CONSIDERATO CHE DALLA COMPOSIZIONE DELL’ULTIMO LAVORO E’ PASSATO PARECCHIO TEMPO, AVETE PRONTO QUALCOSA PER IL FUTURO? QUALI SONO I VOSTRI PIANI?
“Per ora posso dirti che entro maggio entreremo in studio per il terzo disco. Roba forte!!! Vediamo cosa esce fuori, ma sono molto fiducioso. Poi speriamo di continuare a suonare costantemente, abbiamo molta voglia e motivazione”.

PER QUANTO CONCERNE L’ATTIVITA’ LIVE, INVECE, COS’AVETE IN PROGRAMMA?

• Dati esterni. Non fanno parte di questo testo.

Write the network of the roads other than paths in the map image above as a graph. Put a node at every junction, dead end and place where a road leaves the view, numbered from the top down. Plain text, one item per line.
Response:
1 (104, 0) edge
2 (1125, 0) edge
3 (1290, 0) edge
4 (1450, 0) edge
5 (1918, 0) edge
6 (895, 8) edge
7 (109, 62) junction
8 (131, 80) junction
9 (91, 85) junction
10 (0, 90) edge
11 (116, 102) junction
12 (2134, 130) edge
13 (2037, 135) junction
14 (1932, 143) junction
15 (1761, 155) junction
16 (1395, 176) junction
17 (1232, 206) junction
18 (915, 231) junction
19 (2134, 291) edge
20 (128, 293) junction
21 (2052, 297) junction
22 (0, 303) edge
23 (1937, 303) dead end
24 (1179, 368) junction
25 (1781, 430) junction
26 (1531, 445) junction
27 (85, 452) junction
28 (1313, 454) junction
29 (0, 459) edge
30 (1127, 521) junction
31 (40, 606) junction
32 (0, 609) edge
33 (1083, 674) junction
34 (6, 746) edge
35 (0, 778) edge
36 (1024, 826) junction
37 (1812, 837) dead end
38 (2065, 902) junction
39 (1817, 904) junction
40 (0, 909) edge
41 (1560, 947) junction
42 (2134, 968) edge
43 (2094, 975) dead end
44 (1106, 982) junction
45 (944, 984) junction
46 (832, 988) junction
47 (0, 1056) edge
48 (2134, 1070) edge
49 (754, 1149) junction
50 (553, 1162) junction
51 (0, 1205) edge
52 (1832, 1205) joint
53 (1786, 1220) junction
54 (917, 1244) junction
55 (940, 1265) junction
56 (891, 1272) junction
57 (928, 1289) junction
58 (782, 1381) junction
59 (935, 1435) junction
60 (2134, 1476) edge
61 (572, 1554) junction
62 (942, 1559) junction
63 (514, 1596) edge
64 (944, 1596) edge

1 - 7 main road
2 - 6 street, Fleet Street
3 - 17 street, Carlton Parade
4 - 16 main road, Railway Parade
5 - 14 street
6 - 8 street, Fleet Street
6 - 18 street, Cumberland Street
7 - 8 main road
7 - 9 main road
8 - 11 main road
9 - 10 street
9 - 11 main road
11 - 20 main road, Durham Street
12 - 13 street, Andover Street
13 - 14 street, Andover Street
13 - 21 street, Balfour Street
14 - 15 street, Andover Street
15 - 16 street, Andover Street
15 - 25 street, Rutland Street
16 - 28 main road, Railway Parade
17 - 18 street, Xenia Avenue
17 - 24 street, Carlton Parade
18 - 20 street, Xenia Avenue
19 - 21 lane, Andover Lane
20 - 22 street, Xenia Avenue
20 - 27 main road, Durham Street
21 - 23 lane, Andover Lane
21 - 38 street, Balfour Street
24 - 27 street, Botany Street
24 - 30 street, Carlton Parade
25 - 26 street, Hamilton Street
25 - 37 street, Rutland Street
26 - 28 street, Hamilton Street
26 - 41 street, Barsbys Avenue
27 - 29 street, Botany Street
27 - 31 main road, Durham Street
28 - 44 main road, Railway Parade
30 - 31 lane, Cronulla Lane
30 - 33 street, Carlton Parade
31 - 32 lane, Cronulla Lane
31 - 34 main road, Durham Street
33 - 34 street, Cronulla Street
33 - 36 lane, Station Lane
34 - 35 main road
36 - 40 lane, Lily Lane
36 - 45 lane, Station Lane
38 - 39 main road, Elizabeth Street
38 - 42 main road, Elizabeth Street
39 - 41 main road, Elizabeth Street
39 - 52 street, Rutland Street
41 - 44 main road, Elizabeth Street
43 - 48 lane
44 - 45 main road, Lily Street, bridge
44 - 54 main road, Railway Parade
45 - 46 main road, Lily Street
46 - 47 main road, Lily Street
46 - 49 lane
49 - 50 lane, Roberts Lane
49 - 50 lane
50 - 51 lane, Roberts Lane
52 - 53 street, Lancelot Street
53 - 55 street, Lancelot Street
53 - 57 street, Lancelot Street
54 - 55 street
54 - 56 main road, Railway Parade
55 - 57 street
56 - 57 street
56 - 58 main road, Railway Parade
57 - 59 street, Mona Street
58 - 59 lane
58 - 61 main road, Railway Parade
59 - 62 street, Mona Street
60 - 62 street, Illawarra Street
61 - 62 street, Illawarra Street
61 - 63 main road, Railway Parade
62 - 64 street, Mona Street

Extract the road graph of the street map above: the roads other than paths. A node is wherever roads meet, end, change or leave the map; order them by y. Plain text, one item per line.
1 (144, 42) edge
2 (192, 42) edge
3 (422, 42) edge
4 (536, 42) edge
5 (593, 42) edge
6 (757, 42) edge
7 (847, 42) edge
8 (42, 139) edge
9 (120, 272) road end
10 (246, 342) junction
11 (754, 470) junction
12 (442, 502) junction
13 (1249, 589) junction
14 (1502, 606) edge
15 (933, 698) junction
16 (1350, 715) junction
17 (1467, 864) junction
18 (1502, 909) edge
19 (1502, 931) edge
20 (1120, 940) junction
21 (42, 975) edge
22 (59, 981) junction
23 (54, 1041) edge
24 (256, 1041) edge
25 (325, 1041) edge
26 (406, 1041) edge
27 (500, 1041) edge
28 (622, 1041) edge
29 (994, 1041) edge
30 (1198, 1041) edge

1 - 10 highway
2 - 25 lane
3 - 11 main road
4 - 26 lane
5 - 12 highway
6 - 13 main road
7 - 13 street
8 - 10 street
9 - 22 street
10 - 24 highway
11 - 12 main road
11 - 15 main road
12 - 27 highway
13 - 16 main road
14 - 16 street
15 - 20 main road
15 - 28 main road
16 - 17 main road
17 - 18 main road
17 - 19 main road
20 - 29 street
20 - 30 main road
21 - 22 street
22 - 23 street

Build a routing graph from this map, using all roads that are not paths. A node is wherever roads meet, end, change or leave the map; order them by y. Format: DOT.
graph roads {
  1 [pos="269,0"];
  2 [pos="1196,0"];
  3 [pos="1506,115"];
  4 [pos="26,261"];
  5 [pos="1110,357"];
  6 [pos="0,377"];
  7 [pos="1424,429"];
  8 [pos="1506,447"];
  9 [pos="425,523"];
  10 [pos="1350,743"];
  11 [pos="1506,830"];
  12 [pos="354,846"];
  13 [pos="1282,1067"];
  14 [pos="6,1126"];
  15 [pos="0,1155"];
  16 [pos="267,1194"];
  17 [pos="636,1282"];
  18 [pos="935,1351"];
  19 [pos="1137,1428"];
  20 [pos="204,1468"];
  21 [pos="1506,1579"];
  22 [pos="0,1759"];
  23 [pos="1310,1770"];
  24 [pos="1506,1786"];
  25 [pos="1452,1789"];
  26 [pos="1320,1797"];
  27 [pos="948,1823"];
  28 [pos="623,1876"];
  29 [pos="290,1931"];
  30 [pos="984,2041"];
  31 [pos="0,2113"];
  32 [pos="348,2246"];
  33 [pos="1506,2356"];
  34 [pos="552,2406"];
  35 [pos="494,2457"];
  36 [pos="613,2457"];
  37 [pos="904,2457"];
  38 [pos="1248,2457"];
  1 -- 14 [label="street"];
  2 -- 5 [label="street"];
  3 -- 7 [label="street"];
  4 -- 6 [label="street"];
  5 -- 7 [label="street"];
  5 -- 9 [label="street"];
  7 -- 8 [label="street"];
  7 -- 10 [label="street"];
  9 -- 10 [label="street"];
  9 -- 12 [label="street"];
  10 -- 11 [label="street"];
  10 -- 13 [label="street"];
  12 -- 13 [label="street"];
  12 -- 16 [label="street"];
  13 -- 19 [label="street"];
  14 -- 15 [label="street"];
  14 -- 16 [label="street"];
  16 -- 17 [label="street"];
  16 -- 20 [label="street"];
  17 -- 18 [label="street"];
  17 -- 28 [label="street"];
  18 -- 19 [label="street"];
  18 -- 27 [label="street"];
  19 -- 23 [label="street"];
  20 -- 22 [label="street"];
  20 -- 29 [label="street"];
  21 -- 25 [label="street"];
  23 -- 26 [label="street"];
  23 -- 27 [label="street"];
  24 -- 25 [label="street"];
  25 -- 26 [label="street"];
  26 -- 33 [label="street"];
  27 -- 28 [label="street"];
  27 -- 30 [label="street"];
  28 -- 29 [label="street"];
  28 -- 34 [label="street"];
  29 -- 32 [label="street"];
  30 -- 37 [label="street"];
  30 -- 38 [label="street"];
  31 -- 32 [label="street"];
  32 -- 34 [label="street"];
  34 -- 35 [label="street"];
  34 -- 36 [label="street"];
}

“Per il momento ti dico che stiamo contattando i locali, festival e simili da soli, perche non abbiamo più intenzione di farci rubare altri soldi. Vediamo cosa esce fuori!”.

BENE, E’ TUTTO! SPARTA, GRAZIE PER LA DISPONIBILITA’ E LASCIO A TE IL COMPITO DI CHIUDERE L’INTERVISTA COME PREFERISCI…
“Ti ringrazio a nome di tutti i The Nosebleed Connection e spero che ci sia in futuro il modo di conoscersi meglio, magari ad un concerto. Ai lettori che suonano auguro buona fortuna e gli chiedo di aprire gli occhi, perche è un mondo, quello dell’underground, inflazionato da palloni gonfiati dalle palle secche che cercano gloria rubando a più non posso. Abbiate cura dei vostri soldi, è una cosa importante! Affidatevi a voi stessi e fate quella che credete sia la cosa giusta, senza esitare. Queste finte ‘divinità’ dello starsystem pseudo-musicale hanno i giorni contati se ci riprendiamo quello che è nostro…il mondo è nostro! Ciao a tutti!”.